Input records Start Marker

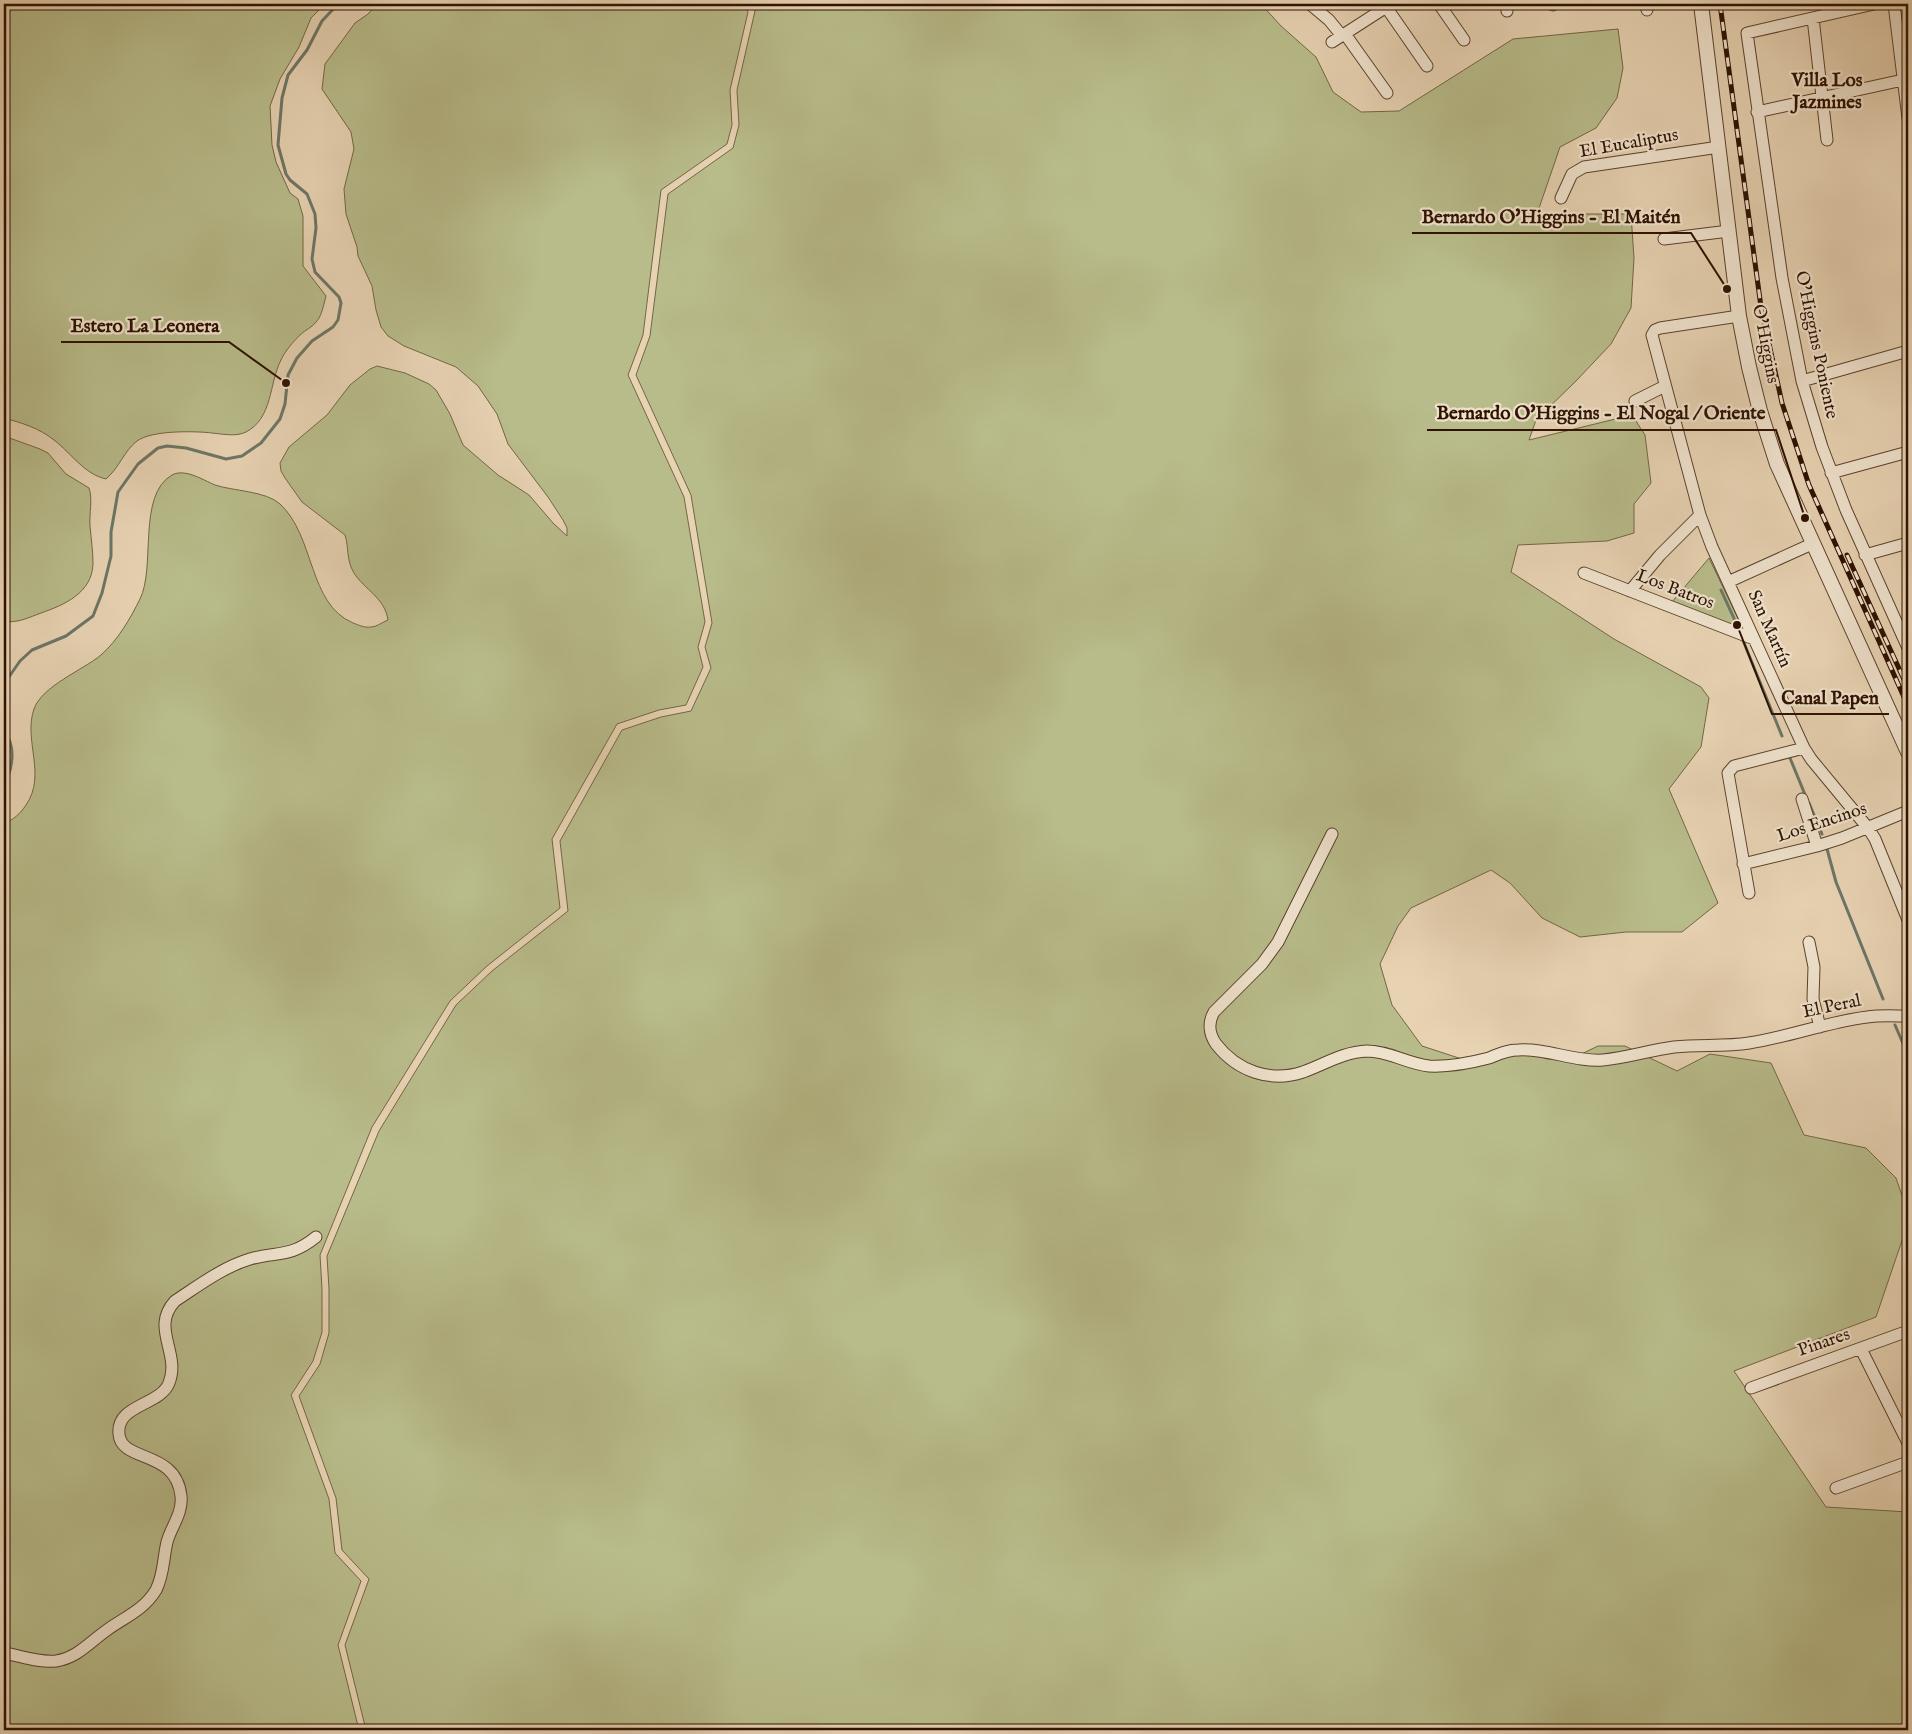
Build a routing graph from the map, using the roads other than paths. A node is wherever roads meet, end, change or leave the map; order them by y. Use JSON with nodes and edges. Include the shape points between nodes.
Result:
{"nodes":[{"id":1,"x":1310,"y":4,"type":"edge"},
{"id":2,"x":1439,"y":4,"type":"edge"},
{"id":3,"x":1700,"y":4,"type":"edge"},
{"id":4,"x":1874,"y":4,"type":"edge"},
{"id":5,"x":1894,"y":4,"type":"edge"},
{"id":6,"x":1387,"y":5,"type":"edge"},
{"id":7,"x":1813,"y":18,"type":"junction"},
{"id":8,"x":1340,"y":37,"type":"junction"},
{"id":9,"x":1464,"y":40,"type":"dead end"},
{"id":10,"x":1427,"y":66,"type":"dead end"},
{"id":11,"x":1903,"y":80,"type":"junction"},
{"id":12,"x":1387,"y":93,"type":"dead end"},
{"id":13,"x":1821,"y":98,"type":"junction"},
{"id":14,"x":1758,"y":112,"type":"junction"},
{"id":15,"x":1908,"y":118,"type":"edge"},
{"id":16,"x":1827,"y":140,"type":"dead end"},
{"id":17,"x":1719,"y":147,"type":"junction"},
{"id":18,"x":1561,"y":198,"type":"dead end"},
{"id":19,"x":1729,"y":231,"type":"junction"},
{"id":20,"x":1664,"y":239,"type":"dead end"},
{"id":21,"x":1739,"y":316,"type":"junction"},
{"id":22,"x":1908,"y":351,"type":"edge"},
{"id":23,"x":1802,"y":381,"type":"junction"},
{"id":24,"x":1665,"y":386,"type":"junction"},
{"id":25,"x":1635,"y":401,"type":"dead end"},
{"id":26,"x":1908,"y":452,"type":"edge"},
{"id":27,"x":1832,"y":473,"type":"junction"},
{"id":28,"x":1700,"y":515,"type":"junction"},
{"id":29,"x":1814,"y":543,"type":"junction"},
{"id":30,"x":1908,"y":543,"type":"edge"},
{"id":31,"x":1865,"y":555,"type":"junction"},
{"id":32,"x":1584,"y":573,"type":"dead end"},
{"id":33,"x":1728,"y":582,"type":"junction"},
{"id":34,"x":1630,"y":591,"type":"junction"},
{"id":35,"x":1754,"y":639,"type":"junction"},
{"id":36,"x":1908,"y":648,"type":"edge"},
{"id":37,"x":1804,"y":748,"type":"junction"},
{"id":38,"x":1908,"y":752,"type":"edge"},
{"id":39,"x":1802,"y":800,"type":"dead end"},
{"id":40,"x":1908,"y":811,"type":"edge"},
{"id":41,"x":1868,"y":828,"type":"junction"},
{"id":42,"x":1332,"y":834,"type":"dead end"},
{"id":43,"x":1817,"y":846,"type":"junction"},
{"id":44,"x":1744,"y":864,"type":"junction"},
{"id":45,"x":1749,"y":892,"type":"dead end"},
{"id":46,"x":1908,"y":920,"type":"edge"},
{"id":47,"x":1809,"y":942,"type":"dead end"},
{"id":48,"x":1908,"y":1016,"type":"edge"},
{"id":49,"x":1820,"y":1027,"type":"junction"},
{"id":50,"x":316,"y":1237,"type":"dead end"},
{"id":51,"x":1908,"y":1331,"type":"edge"},
{"id":52,"x":1862,"y":1349,"type":"junction"},
{"id":53,"x":1751,"y":1388,"type":"dead end"},
{"id":54,"x":1908,"y":1443,"type":"edge"},
{"id":55,"x":1908,"y":1462,"type":"edge"},
{"id":56,"x":1836,"y":1488,"type":"dead end"},
{"id":57,"x":4,"y":1653,"type":"edge"}],
"edges":[{"from":1,"to":8,"type":"street","via":[[1329,20]]},
{"from":2,"to":9,"type":"street"},
{"from":3,"to":17,"type":"street","name":"O'Higgins"},
{"from":4,"to":7,"type":"street"},
{"from":5,"to":11,"type":"street"},
{"from":6,"to":8,"type":"street"},
{"from":6,"to":10,"type":"street"},
{"from":7,"to":13,"type":"street"},
{"from":7,"to":14,"type":"street","name":"O'Higgins Poniente","via":[[1748,33]]},
{"from":8,"to":12,"type":"street"},
{"from":11,"to":13,"type":"street"},
{"from":11,"to":15,"type":"street"},
{"from":13,"to":14,"type":"street"},
{"from":13,"to":16,"type":"street"},
{"from":14,"to":23,"type":"street","name":"O'Higgins Poniente","via":[[1782,278]]},
{"from":17,"to":18,"type":"street","name":"El Eucaliptus","via":[[1584,167],[1572,174]]},
{"from":17,"to":19,"type":"street","name":"O'Higgins"},
{"from":19,"to":20,"type":"street"},
{"from":19,"to":21,"type":"street","name":"O'Higgins"},
{"from":21,"to":24,"type":"street","name":"San Martín","via":[[1654,331],[1652,340]]},
{"from":21,"to":29,"type":"street","name":"O'Higgins","via":[[1771,446]]},
{"from":22,"to":23,"type":"street"},
{"from":23,"to":27,"type":"street","name":"O'Higgins Poniente"},
{"from":24,"to":25,"type":"street"},
{"from":24,"to":28,"type":"street","name":"San Martín"},
{"from":26,"to":27,"type":"street"},
{"from":27,"to":31,"type":"street","name":"O'Higgins Poniente"},
{"from":28,"to":33,"type":"street","name":"San Martín"},
{"from":28,"to":34,"type":"street"},
{"from":29,"to":33,"type":"street"},
{"from":29,"to":38,"type":"street","name":"O'Higgins"},
{"from":30,"to":31,"type":"street"},
{"from":31,"to":36,"type":"street","name":"O'Higgins Poniente"},
{"from":32,"to":34,"type":"street","name":"Los Batros"},
{"from":33,"to":35,"type":"street","name":"San Martín"},
{"from":34,"to":35,"type":"street","name":"Los Batros"},
{"from":35,"to":37,"type":"street","name":"San Martín"},
{"from":37,"to":41,"type":"street","name":"San Martín"},
{"from":37,"to":44,"type":"street","via":[[1734,766],[1730,770],[1728,776]]},
{"from":39,"to":43,"type":"street"},
{"from":40,"to":41,"type":"street","name":"Los Encinos"},
{"from":41,"to":43,"type":"street","name":"Los Encinos"},
{"from":41,"to":46,"type":"street","name":"San Martín"},
{"from":42,"to":49,"type":"street","name":"El Peral","via":[[1278,942],[1210,1020],[1211,1034],[1216,1043],[1244,1067],[1262,1074],[1287,1076],[1343,1055],[1370,1051],[1436,1066],[1462,1064],[1506,1051],[1526,1049],[1572,1059],[1596,1060],[1673,1047],[1734,1045]]},
{"from":43,"to":44,"type":"street","name":"Los Encinos"},
{"from":44,"to":45,"type":"street"},
{"from":47,"to":49,"type":"street"},
{"from":48,"to":49,"type":"street","name":"El Peral","via":[[1867,1017]]},
{"from":50,"to":57,"type":"street","via":[[291,1252],[236,1265],[175,1301],[168,1310],[164,1327],[170,1352],[170,1382],[160,1396],[131,1411],[118,1431],[120,1442],[127,1449],[152,1458],[166,1468],[176,1480],[181,1495],[181,1508],[168,1539],[162,1575],[150,1598],[133,1614],[71,1657],[47,1662]]},
{"from":51,"to":52,"type":"street","name":"Pinares"},
{"from":52,"to":53,"type":"street","name":"Pinares"},
{"from":52,"to":54,"type":"street"},
{"from":55,"to":56,"type":"street"}]}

Input records End Marker

▶ _What you need to do_
Your job is to copy out every line from the records above that has the word "Martín".

▶ _Solution to this task_
{"from":21,"to":24,"type":"street","name":"San Martín","via":[[1654,331],[1652,340]]},
{"from":24,"to":28,"type":"street","name":"San Martín"},
{"from":28,"to":33,"type":"street","name":"San Martín"},
{"from":33,"to":35,"type":"street","name":"San Martín"},
{"from":35,"to":37,"type":"street","name":"San Martín"},
{"from":37,"to":41,"type":"street","name":"San Martín"},
{"from":41,"to":46,"type":"street","name":"San Martín"},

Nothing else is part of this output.